*** Begin section ***

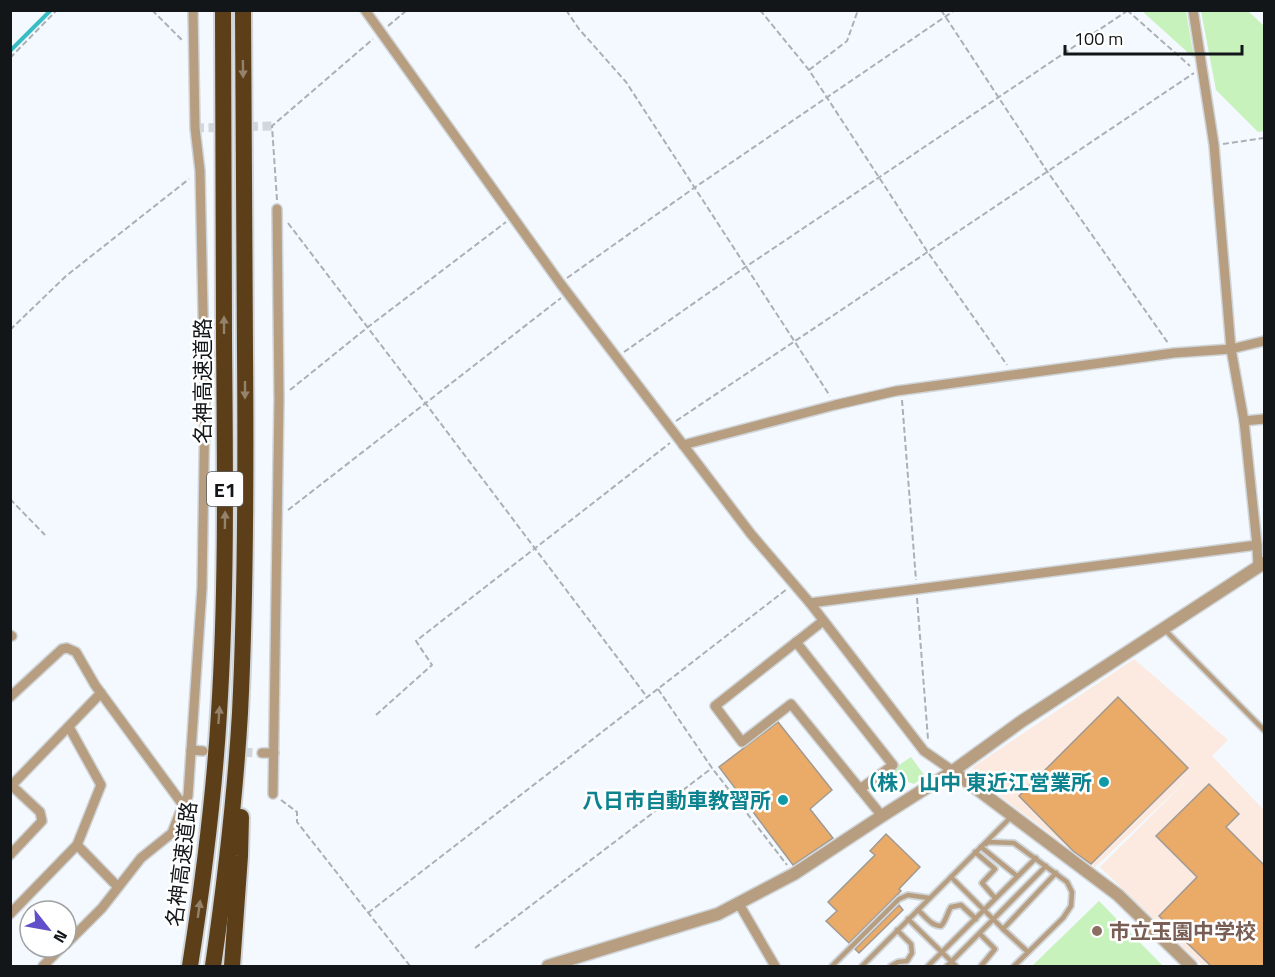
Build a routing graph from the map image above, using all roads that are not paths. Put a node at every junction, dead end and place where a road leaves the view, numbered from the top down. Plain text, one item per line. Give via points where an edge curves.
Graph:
1 (193, 10) edge
2 (223, 10) edge
3 (243, 10) edge
4 (365, 10) edge
5 (1193, 10) edge
6 (277, 209) road end
7 (1264, 341) edge
8 (1231, 349) junction
9 (1264, 419) edge
10 (1244, 421) junction
11 (680, 441) junction
12 (1257, 545) junction
13 (1261, 565) edge
14 (245, 582) junction
15 (810, 603) junction
16 (823, 621) junction
17 (1163, 628) junction
18 (796, 642) junction
19 (101, 693) junction
20 (10, 697) edge
21 (69, 727) junction
22 (1264, 730) edge
23 (191, 750) junction
24 (203, 751) tunnel mouth
25 (262, 753) tunnel mouth
26 (274, 753) junction
27 (953, 771) junction
28 (11, 786) edge
29 (860, 789) junction
30 (273, 794) road end
31 (183, 805) junction
32 (882, 816) junction
33 (1012, 816) junction
34 (77, 845) junction
35 (981, 847) junction
36 (975, 852) junction
37 (10, 855) edge
38 (1036, 858) junction
39 (1046, 866) junction
40 (1056, 873) junction
41 (1017, 876) junction
42 (951, 877) junction
43 (118, 886) junction
44 (929, 898) junction
45 (995, 898) junction
46 (740, 904) junction
47 (918, 910) junction
48 (984, 910) junction
49 (10, 914) edge
50 (976, 918) junction
51 (908, 919) junction
52 (994, 920) junction
53 (1003, 929) junction
54 (897, 930) junction
55 (78, 932) edge
56 (980, 934) junction
57 (942, 952) junction
58 (1028, 952) junction
59 (951, 965) edge
60 (190, 966) edge
61 (213, 966) edge
62 (232, 966) edge
63 (548, 966) edge
64 (775, 966) edge
65 (832, 966) edge
66 (862, 966) edge
67 (891, 966) edge
68 (928, 966) edge
69 (982, 966) edge
70 (1014, 966) edge
71 (1191, 966) edge

1 - 23 street via 205,391 202,588
60 -> 2 highway, 名神高速道路 / E1 via 200,906 219,712 224,581
3 -> 14 highway, 名神高速道路 / E1
4 - 11 street via 560,283
5 - 8 street via 1214,145
6 - 26 street via 279,399
7 - 8 street
8 - 10 street
8 - 11 street via 1174,353 902,390
9 - 10 street
10 - 12 street
11 - 15 street
12 - 13 street
12 - 15 street
13 - 17 street
14 - 61 highway, 名神高速道路 / E1 via 235,783
14 - 62 highway via 240,855
15 - 16 street
16 - 18 street
16 - 27 street via 924,751
17 - 22 lane
17 - 27 street
18 - 29 street via 893,765
18 - 29 street via 715,706 742,742 791,704
19 - 20 street via 76,652 67,648
19 - 21 street
19 - 31 street
21 - 28 street
21 - 34 street via 101,785
23 - 24 street
23 - 31 street via 188,796
25 - 26 street
26 - 30 street
27 - 32 street
27 - 33 street
28 - 37 street via 40,812 42,821
29 - 32 street
31 - 43 street via 172,833 141,858
32 - 46 street
33 - 35 lane
33 - 71 street via 1118,895
34 - 43 street
34 - 49 street
35 - 36 lane
35 - 38 lane via 988,842 1014,843
35 - 41 lane
36 - 42 lane
36 - 45 lane via 995,869 982,884
38 - 39 lane
38 - 41 lane
39 - 40 lane
39 - 52 lane
40 - 53 lane
40 - 58 lane via 1072,892 1071,906
41 - 45 lane
42 - 44 lane
42 - 48 lane
43 - 55 street
44 - 47 lane
44 - 65 lane via 908,895 899,899
45 - 48 lane
46 - 63 street
46 - 64 street
47 - 50 lane via 936,926 945,922 951,906 961,905
47 - 51 lane
48 - 50 lane
48 - 52 lane
50 - 57 lane
51 - 54 lane
51 - 57 lane
52 - 53 lane
52 - 56 lane
53 - 58 lane
54 - 66 lane
54 - 67 lane via 911,944 912,953 907,961
56 - 59 lane
56 - 69 lane via 996,949
57 - 59 lane
57 - 68 lane
58 - 70 lane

*** End section ***

**What the task requires**
Above is a listing with pictures. Write it out exactly without them.

**Written solution**
Build a routing graph from the map image above, using all roads that are not paths. Put a node at every junction, dead end and place where a road leaves the view, numbered from the top down. Plain text, one item per line. Give via points where an edge curves.
Graph:
1 (193, 10) edge
2 (223, 10) edge
3 (243, 10) edge
4 (365, 10) edge
5 (1193, 10) edge
6 (277, 209) road end
7 (1264, 341) edge
8 (1231, 349) junction
9 (1264, 419) edge
10 (1244, 421) junction
11 (680, 441) junction
12 (1257, 545) junction
13 (1261, 565) edge
14 (245, 582) junction
15 (810, 603) junction
16 (823, 621) junction
17 (1163, 628) junction
18 (796, 642) junction
19 (101, 693) junction
20 (10, 697) edge
21 (69, 727) junction
22 (1264, 730) edge
23 (191, 750) junction
24 (203, 751) tunnel mouth
25 (262, 753) tunnel mouth
26 (274, 753) junction
27 (953, 771) junction
28 (11, 786) edge
29 (860, 789) junction
30 (273, 794) road end
31 (183, 805) junction
32 (882, 816) junction
33 (1012, 816) junction
34 (77, 845) junction
35 (981, 847) junction
36 (975, 852) junction
37 (10, 855) edge
38 (1036, 858) junction
39 (1046, 866) junction
40 (1056, 873) junction
41 (1017, 876) junction
42 (951, 877) junction
43 (118, 886) junction
44 (929, 898) junction
45 (995, 898) junction
46 (740, 904) junction
47 (918, 910) junction
48 (984, 910) junction
49 (10, 914) edge
50 (976, 918) junction
51 (908, 919) junction
52 (994, 920) junction
53 (1003, 929) junction
54 (897, 930) junction
55 (78, 932) edge
56 (980, 934) junction
57 (942, 952) junction
58 (1028, 952) junction
59 (951, 965) edge
60 (190, 966) edge
61 (213, 966) edge
62 (232, 966) edge
63 (548, 966) edge
64 (775, 966) edge
65 (832, 966) edge
66 (862, 966) edge
67 (891, 966) edge
68 (928, 966) edge
69 (982, 966) edge
70 (1014, 966) edge
71 (1191, 966) edge

1 - 23 street via 205,391 202,588
60 -> 2 highway, 名神高速道路 / E1 via 200,906 219,712 224,581
3 -> 14 highway, 名神高速道路 / E1
4 - 11 street via 560,283
5 - 8 street via 1214,145
6 - 26 street via 279,399
7 - 8 street
8 - 10 street
8 - 11 street via 1174,353 902,390
9 - 10 street
10 - 12 street
11 - 15 street
12 - 13 street
12 - 15 street
13 - 17 street
14 - 61 highway, 名神高速道路 / E1 via 235,783
14 - 62 highway via 240,855
15 - 16 street
16 - 18 street
16 - 27 street via 924,751
17 - 22 lane
17 - 27 street
18 - 29 street via 893,765
18 - 29 street via 715,706 742,742 791,704
19 - 20 street via 76,652 67,648
19 - 21 street
19 - 31 street
21 - 28 street
21 - 34 street via 101,785
23 - 24 street
23 - 31 street via 188,796
25 - 26 street
26 - 30 street
27 - 32 street
27 - 33 street
28 - 37 street via 40,812 42,821
29 - 32 street
31 - 43 street via 172,833 141,858
32 - 46 street
33 - 35 lane
33 - 71 street via 1118,895
34 - 43 street
34 - 49 street
35 - 36 lane
35 - 38 lane via 988,842 1014,843
35 - 41 lane
36 - 42 lane
36 - 45 lane via 995,869 982,884
38 - 39 lane
38 - 41 lane
39 - 40 lane
39 - 52 lane
40 - 53 lane
40 - 58 lane via 1072,892 1071,906
41 - 45 lane
42 - 44 lane
42 - 48 lane
43 - 55 street
44 - 47 lane
44 - 65 lane via 908,895 899,899
45 - 48 lane
46 - 63 street
46 - 64 street
47 - 50 lane via 936,926 945,922 951,906 961,905
47 - 51 lane
48 - 50 lane
48 - 52 lane
50 - 57 lane
51 - 54 lane
51 - 57 lane
52 - 53 lane
52 - 56 lane
53 - 58 lane
54 - 66 lane
54 - 67 lane via 911,944 912,953 907,961
56 - 59 lane
56 - 69 lane via 996,949
57 - 59 lane
57 - 68 lane
58 - 70 lane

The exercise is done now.